Exercise objective:
Leaving pictures out, repeat word for word the line that has "wrist: (679, 267)" and each line that follows it to the end of the listing.

Records provided:
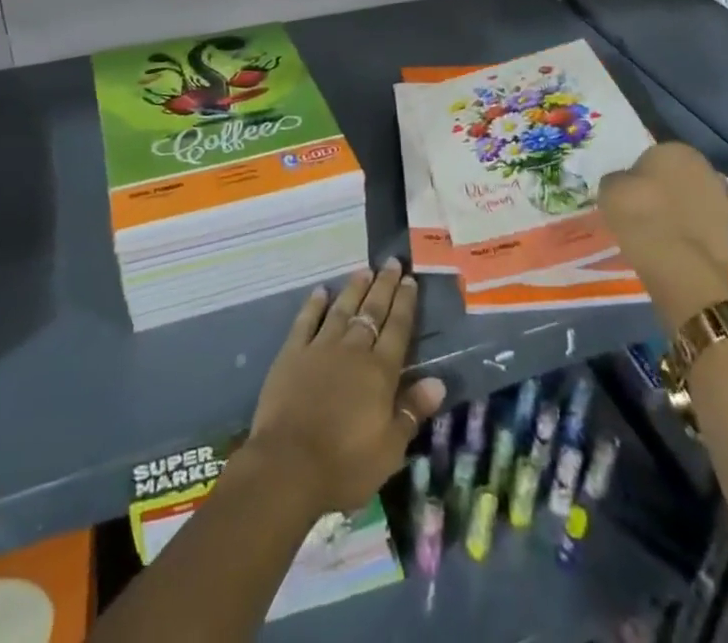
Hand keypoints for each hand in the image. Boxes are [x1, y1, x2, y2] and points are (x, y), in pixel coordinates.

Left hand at [244, 260, 447, 516]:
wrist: (288, 465)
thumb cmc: (345, 464)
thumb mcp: (389, 448)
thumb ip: (412, 411)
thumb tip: (438, 382)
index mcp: (379, 372)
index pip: (398, 329)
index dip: (405, 303)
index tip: (411, 280)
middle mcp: (352, 350)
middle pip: (372, 311)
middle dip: (384, 286)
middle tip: (392, 262)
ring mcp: (320, 348)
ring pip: (342, 310)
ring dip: (354, 289)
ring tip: (364, 270)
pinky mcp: (292, 354)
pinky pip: (306, 321)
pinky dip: (314, 304)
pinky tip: (321, 291)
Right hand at [599, 142, 727, 330]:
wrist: (679, 267)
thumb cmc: (641, 215)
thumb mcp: (610, 189)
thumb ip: (619, 180)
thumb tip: (624, 184)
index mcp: (679, 151)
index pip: (656, 155)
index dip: (641, 173)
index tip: (630, 191)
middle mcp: (708, 172)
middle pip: (680, 179)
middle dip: (666, 191)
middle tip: (644, 210)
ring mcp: (725, 207)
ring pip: (695, 205)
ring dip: (682, 214)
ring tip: (658, 234)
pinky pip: (703, 232)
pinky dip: (691, 238)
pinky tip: (673, 252)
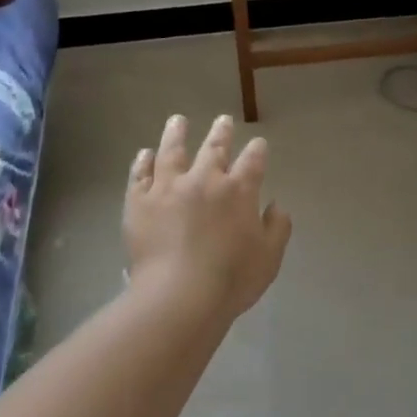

Task answer:
wrist: (679, 267)
thumb cmc: (641, 215)
thumb mcp: (610, 189)
thumb ip: (619, 180)
thumb tip: (624, 184)
index mcp: (679, 151)
index pip: (656, 155)
index dip: (641, 173)
index tip: (630, 191)
middle mcp: (708, 172)
middle pip: (680, 179)
middle dip: (666, 191)
middle tip: (644, 210)
ring mcp: (725, 207)
ring pip: (695, 205)
ring dip: (682, 214)
ring tip: (658, 234)
pinky pip: (703, 232)
pinky dip: (691, 238)
pinky tip: (673, 252)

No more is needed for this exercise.